Medicina narrativa
Da anni mi occupo dell’utilizzo della narrazione nell’ambito della cura.
Per Scuola Holden curo il master in Medical Humanities con Silvana Quadrino, psicologa e pedagogista, direttrice dell’Istituto Change. Qui un estratto del percorso:
La parola è il primo farmaco che abbiamo a disposizione. Salute, rischio, malattia, fiducia, speranza, dolore, decisioni, morte. Quali sono le parole che utilizziamo quando parliamo di cura e quali sono i diversi significati che possono assumere nella mente del medico e in quella di ciascuno dei suoi pazienti? Quali storie raccontiamo e quali potremmo narrare per riuscire a costruire un dialogo sulla cura in cui entrambi, medico e paziente, siano protagonisti attivi? Attraverso l’esercizio dell’ascolto profondo e della comunicazione consapevole è possibile superare la diversità di interpretazione, per evitare che le parole diventino una barriera e che si trasformino in incomprensione e conflitto, per restituire alle storie il potere di creare spazi di incontro e umanità.
Ho sviluppato lezioni e progetti per Ospedale di Alessandria, Well Impact di Intesa San Paolo, varie società farmaceutiche. Sono socio di Simen (Società italiana di medicina narrativa) e ho ideato il metodo Stand-up CoMed®, che utilizza il potere terapeutico dell’umorismo e della stand-up comedy.
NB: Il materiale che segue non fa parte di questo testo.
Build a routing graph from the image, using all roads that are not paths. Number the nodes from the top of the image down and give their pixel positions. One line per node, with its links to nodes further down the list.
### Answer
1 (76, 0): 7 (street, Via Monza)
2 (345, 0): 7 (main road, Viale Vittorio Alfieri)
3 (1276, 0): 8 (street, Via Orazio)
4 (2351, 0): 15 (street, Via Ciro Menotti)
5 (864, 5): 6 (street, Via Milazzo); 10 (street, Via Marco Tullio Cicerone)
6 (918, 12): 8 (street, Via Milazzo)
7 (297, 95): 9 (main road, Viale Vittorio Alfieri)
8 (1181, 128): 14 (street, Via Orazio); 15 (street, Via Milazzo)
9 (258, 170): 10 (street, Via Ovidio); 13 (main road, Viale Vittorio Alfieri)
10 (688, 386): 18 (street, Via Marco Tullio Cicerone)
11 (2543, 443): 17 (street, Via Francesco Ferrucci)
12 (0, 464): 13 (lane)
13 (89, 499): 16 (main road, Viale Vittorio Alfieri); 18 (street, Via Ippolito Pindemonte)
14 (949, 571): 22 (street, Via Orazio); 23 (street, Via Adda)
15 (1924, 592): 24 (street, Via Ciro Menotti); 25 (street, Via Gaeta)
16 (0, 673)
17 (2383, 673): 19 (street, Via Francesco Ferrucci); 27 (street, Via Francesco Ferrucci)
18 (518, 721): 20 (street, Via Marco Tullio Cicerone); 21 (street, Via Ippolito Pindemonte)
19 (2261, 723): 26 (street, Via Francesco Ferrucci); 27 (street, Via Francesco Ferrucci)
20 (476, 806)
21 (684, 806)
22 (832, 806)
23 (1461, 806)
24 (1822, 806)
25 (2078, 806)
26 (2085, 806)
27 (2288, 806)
Nell’ambito della medicina narrativa ho avuto modo di collaborare con:
Rita Charon, Silvana Quadrino, Luca Ostacoli, Fabrizio Benedetti, Alessandro Defilippi, Gian Piero Quaglino, Claudio Widmann, Sandro Spinsanti, Guidalberto Bormolini, Davide Sisto, Stefania Polvani, Paolo Trenta, Christian Delorenzo, etc.